Using Information Technology


Throughout a child’s life they will generally have contact with a variety of different technology. From toy computers, play consoles and smart phones/tablets, information technology is becoming an increasing part of a child’s everyday life.



Technology can also play an important role in schools to support a young person’s specific accessing needs. It can be used effectively to support pupils with a wide range of conditions which limit their ability to read and write.

Often a difficulty with writing or accessing the curriculum will be identified by the class team or parents, and they may be dealt with effectively within the school and home, without the need to seek input from other professionals. If however the pupil’s needs are more complex requiring further assessment or advice, a referral to Occupational Therapy may be required.
The Occupational Therapist will work with the pupil, the teacher, parents and other professionals involved (e.g. speech and language therapy), in order to carry out a functional assessment, and understand the pupil’s individual needs.

This assessment may include;

  • Selecting the most effective means of accessing the curriculum based on physical, cognitive and sensory assessment.
  • Selection of the most appropriate equipment.
  • Assessment of seating and positioning of equipment.
  • Assessment of the classroom environment.

Hardware and Software

Technology can be divided into 2 different areas; Hardware and Software


Hardware is the collection of physical parts of the computer including the computer itself, monitor/screen, and various accessing methods e.g. different keyboards, mice and switches. There are many varieties of keyboards, mice and switches that could help improve access to computers, smart devices, toys, games, communication devices and environmental controls, depending on individual need.

Keyboards – e.g. standard, jumbo/enlarged, mini keyboards, uni-lateral keyboard, overlay key guards and on-screen keyboard (operated by touch screen or cursor).


Mouse – e.g. small (designed for a small child’s hand), uni-button, (could be used at early stages of accessing technology or if there are difficulties with left/right discrimination), standard click, double click, wireless, roller ball, joystick, and thumb mouse (helpful when there is limited dexterity).


Switches – e.g. tilt, infrared, squeeze, pal pad, spec, button, lever, pincer grip switches and ‘suck and blow’ mouth operated switches.
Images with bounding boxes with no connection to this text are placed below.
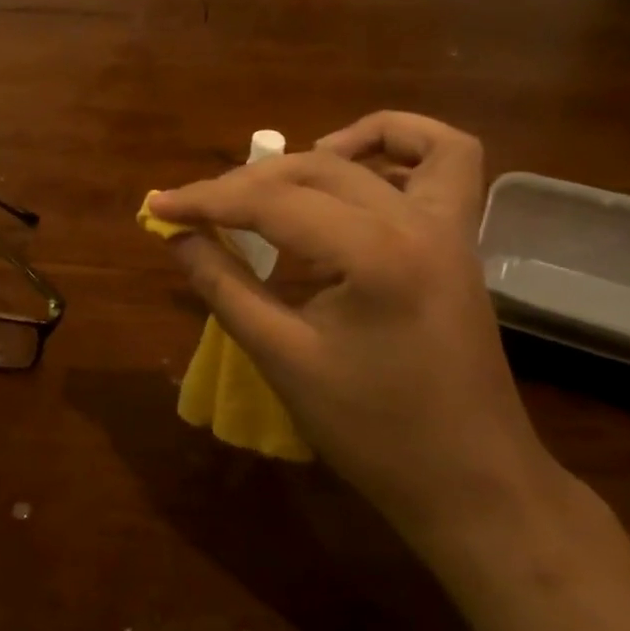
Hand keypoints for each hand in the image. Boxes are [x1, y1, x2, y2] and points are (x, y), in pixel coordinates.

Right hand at [149, 112, 571, 556]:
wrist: (471, 483)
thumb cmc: (372, 432)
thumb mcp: (282, 358)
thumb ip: (223, 286)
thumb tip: (177, 236)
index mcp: (373, 254)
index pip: (271, 202)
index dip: (206, 200)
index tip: (158, 205)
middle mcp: (416, 222)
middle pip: (315, 170)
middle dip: (245, 183)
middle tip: (197, 210)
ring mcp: (449, 227)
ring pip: (381, 152)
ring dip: (320, 151)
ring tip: (275, 180)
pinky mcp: (460, 242)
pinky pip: (448, 163)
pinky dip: (399, 147)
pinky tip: (355, 169)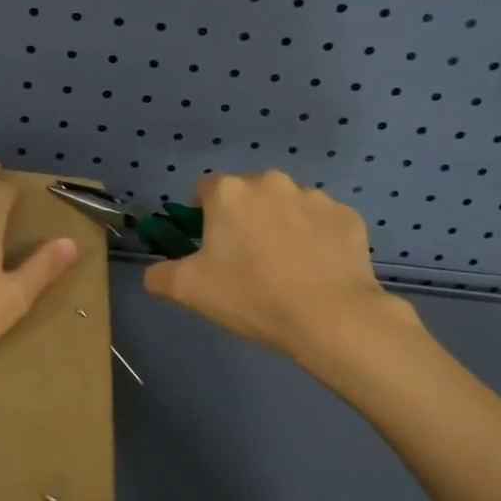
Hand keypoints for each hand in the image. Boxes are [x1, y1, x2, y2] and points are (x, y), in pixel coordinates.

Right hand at [143, 170, 418, 360]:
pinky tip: (316, 271)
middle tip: (246, 261)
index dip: (203, 215)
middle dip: (244, 219)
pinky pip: (321, 223)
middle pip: (247, 194)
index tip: (211, 247)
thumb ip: (159, 275)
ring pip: (286, 206)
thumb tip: (154, 273)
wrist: (330, 317)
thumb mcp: (188, 291)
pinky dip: (316, 239)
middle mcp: (271, 182)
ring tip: (286, 269)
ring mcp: (314, 197)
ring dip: (281, 226)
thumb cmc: (252, 296)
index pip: (204, 189)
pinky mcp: (347, 216)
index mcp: (229, 192)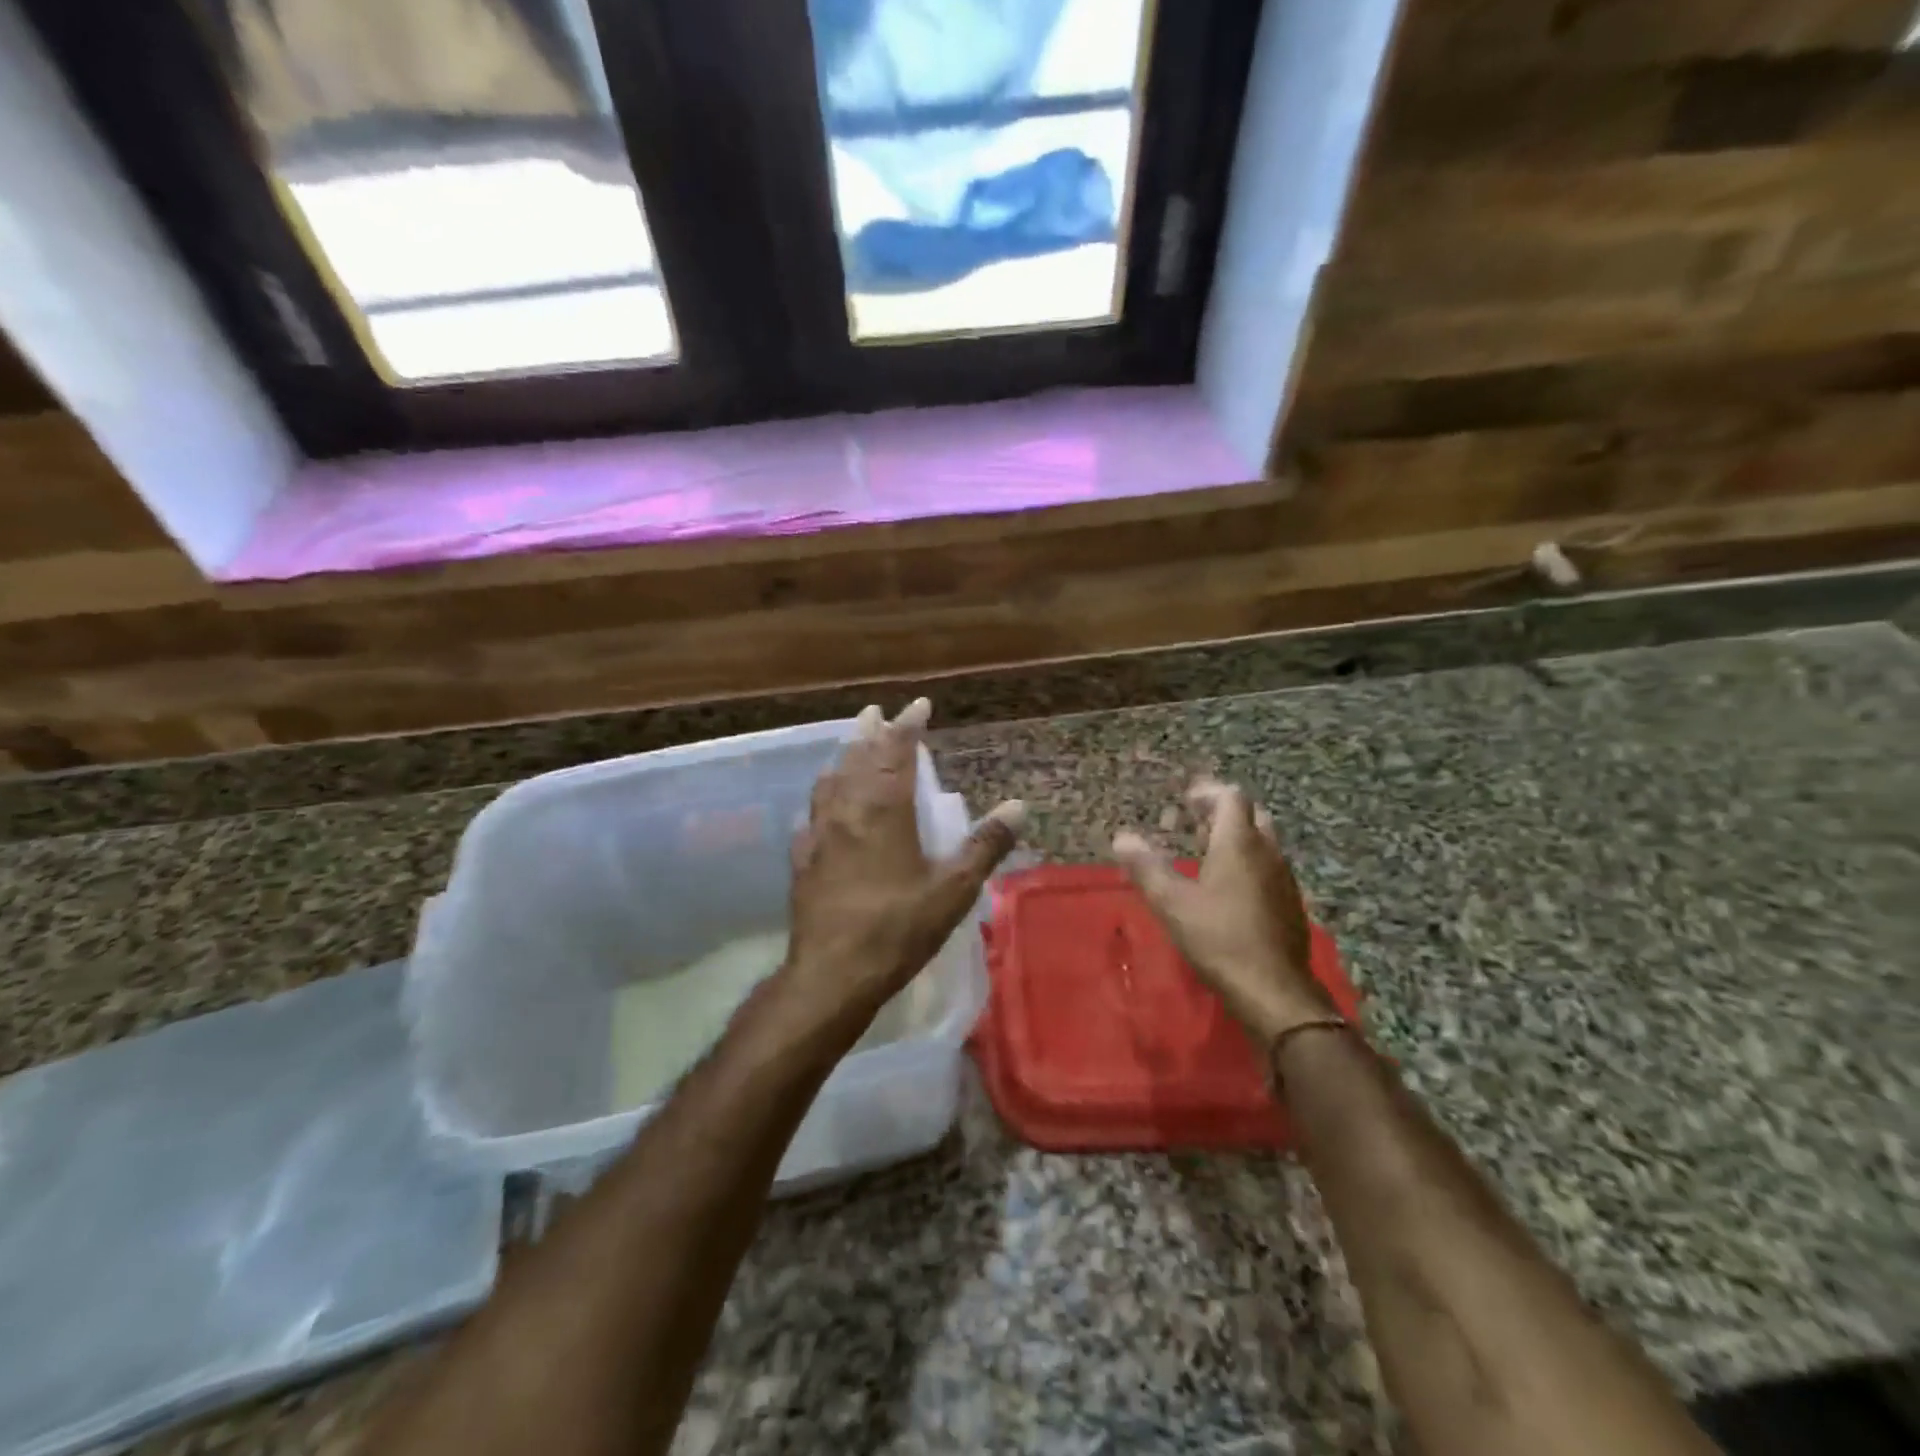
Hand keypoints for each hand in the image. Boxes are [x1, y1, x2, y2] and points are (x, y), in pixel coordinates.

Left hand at [780, 698, 1024, 1032]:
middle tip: (877, 713)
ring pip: (829, 782)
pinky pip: (812, 814)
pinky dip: (823, 797)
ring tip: (851, 748)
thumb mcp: (953, 890)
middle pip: (857, 759)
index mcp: (884, 812)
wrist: (832, 974)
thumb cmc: (898, 929)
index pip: (896, 754)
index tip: (919, 705)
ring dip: (843, 758)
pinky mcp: (802, 860)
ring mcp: (819, 834)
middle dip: (870, 733)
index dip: (908, 726)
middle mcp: (847, 812)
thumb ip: (985, 845)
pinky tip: (824, 809)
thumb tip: (1018, 805)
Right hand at [1114, 779, 1333, 1045]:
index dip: (1208, 793)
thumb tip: (1122, 838)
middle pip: (1251, 815)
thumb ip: (1145, 867)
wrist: (1273, 989)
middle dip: (1223, 813)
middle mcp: (1268, 852)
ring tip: (1206, 854)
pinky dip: (1248, 863)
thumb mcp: (1171, 903)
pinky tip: (1228, 890)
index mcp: (1239, 843)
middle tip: (1195, 824)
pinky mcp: (1290, 904)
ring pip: (1263, 842)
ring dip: (1237, 838)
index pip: (1231, 798)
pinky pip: (1269, 867)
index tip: (1187, 800)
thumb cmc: (1218, 938)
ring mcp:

Switches can be operated by different parts of the body, and positioned or secured on desks, wheelchairs, trays, class chairs, or special mounting devices etc. Following assessment, the Occupational Therapist will be able to advise on the most suitable switch and functional use, for example, a button switch positioned on a class chair head rest or suitable support to enable head control. 

Switch access could be improved through the use of a mobile arm support. This is a device which supports the individuals arm in a free moving gutter, attached either to the desk or chair/wheelchair. It could be beneficial for pupils with limited upper limb power.


There is a wide range of software packages available to improve access to computers and smart devices, e.g. communication software, education software, games programmes, website access and Apps, with a variety of operating methods.

Eye Gaze technology – uses eye movements to access computers and smart devices.

Touch screen technology – e.g. large interactive screens, tablets or smart phones.


Educational programmes and Apps – for computers and smart devices, offer support with numeracy, reading, writing, literacy, composition and recording of work (e.g. Read and Write Gold and Clicker), and other curricular subjects. A wide range of specific tools can be selected to meet individual needs, e.g. word prediction, talking dictionary, picture dictionary, talking calculator and talk back.